Demeurer vivant

Vieil homme chinois d'autrefois en train d'apprendre

Au grand Âge

Nourrir sa vie signifie entretenir et déployer en soi son potentiel vital, mais de façon aussi à promouvoir en soi le vivant de la vie, de ne cesser de re-possibiliser sa vie ou de l’ouvrir à de nouveaux possibles de vie – ce qui relance aussi en retour le vital de la vie. Or il est ordinaire en Chine, y compris chez les Lettrés, et déjà à haute époque, que, plus on avance en âge, plus on s’occupe de nourrir sa vie – et même n’est-ce pas là finalement ce qui, quand on est au bout de sa carrière, qu’on est revenu des ambitions du monde, viendrait seul à compter ?
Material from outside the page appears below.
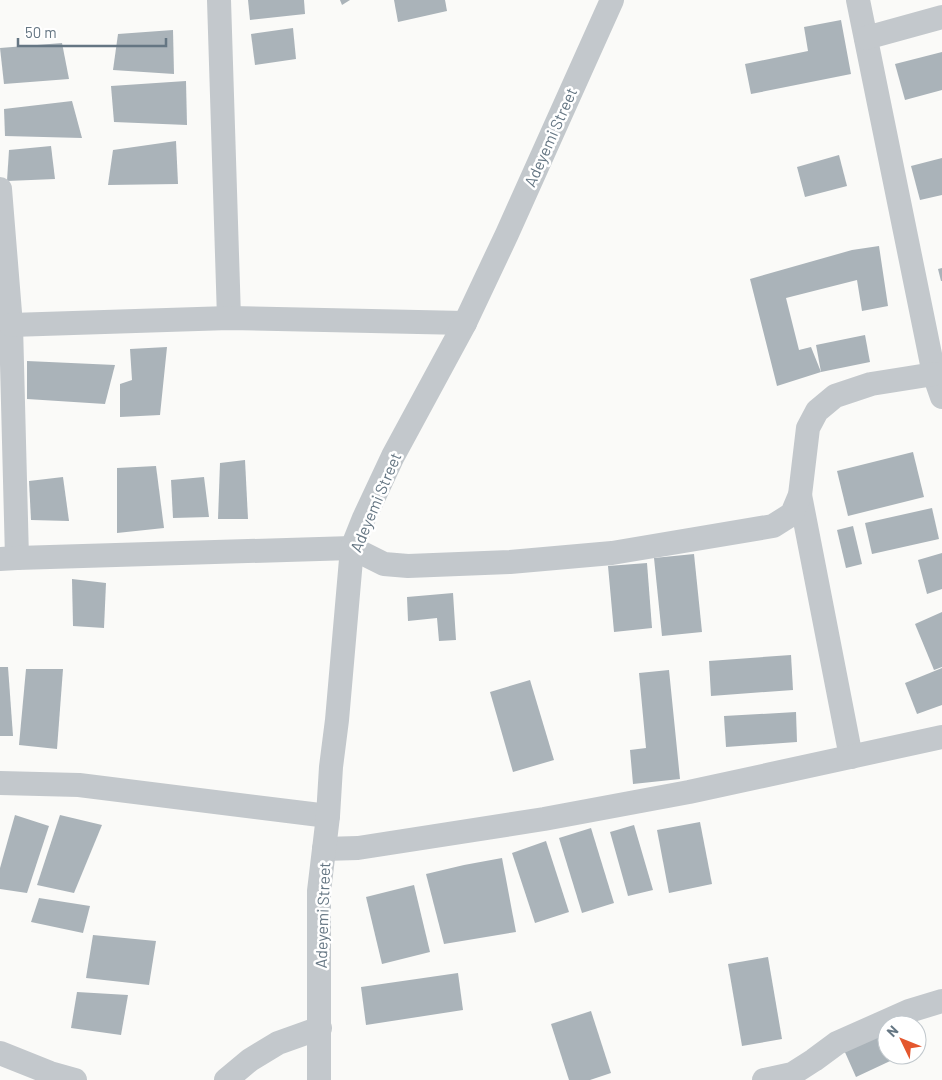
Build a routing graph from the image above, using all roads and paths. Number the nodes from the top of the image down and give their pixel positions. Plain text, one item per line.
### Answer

Nourrir sa vie, ce n’est pas nécessairement la conduire vers un but, un dépassement, mais la maintenir continûment en marche, en évolution, pour éviter que, se laissant distraire et ralentir dans sa marche, elle ne s’enlise et ne se paralyse. Nourrir sa vie peut se comprendre ainsi de façon physiologique, mais aussi morale et psychologique et même, comme on dit, spirituelle : qu’est-ce que je vois qui traîne en moi et qui risque de bloquer ma vie ?

Nourrir sa vie, c’est donc d’abord être attentif à ce que rien n’en vienne à traîner dans sa vie et, l’immobilisant, fasse rater le renouvellement de la vie.
La vie ne s’use pas – ou se nourrit encore – de ce qu’elle sait trouver de l’entre par où se glisser, à travers les obstacles rencontrés, si bien qu’elle ne s’y laisse pas enliser et abîmer. À travers les plus grands embarras de l’existence, un évidement est toujours à trouver, un interstice à déceler, qui soit une issue pour s’en sortir et ne pas laisser la vie se fracasser ou s’épuiser contre l’obstacle abordé.

François Jullien in Demeurer vivant

Si, plus on avance dans la vie, la perte de vitalité, de capacité, est inexorable, n’y a-t-il pas possibilité néanmoins de re-lancer autrement sa vie ? Ne faudrait-il pas distinguer le vital, le fait brut d’être en vie, et le vivant déployant plus amplement ma capacité de « vivre ». À travers la perte de la vitalité et la maladie, et même à travers la souffrance, ne peut-on pas éprouver avec plus d’acuité ce qu’a d’infiniment précieux, et même d’inouï, le simple fait de pouvoir vivre ? Il y a encore ce geste que je peux faire, cette parole que je peux adresser, qui sont en eux-mêmes une plénitude de vie – et même d’autant plus sensible que d’autres capacités me sont désormais retirées.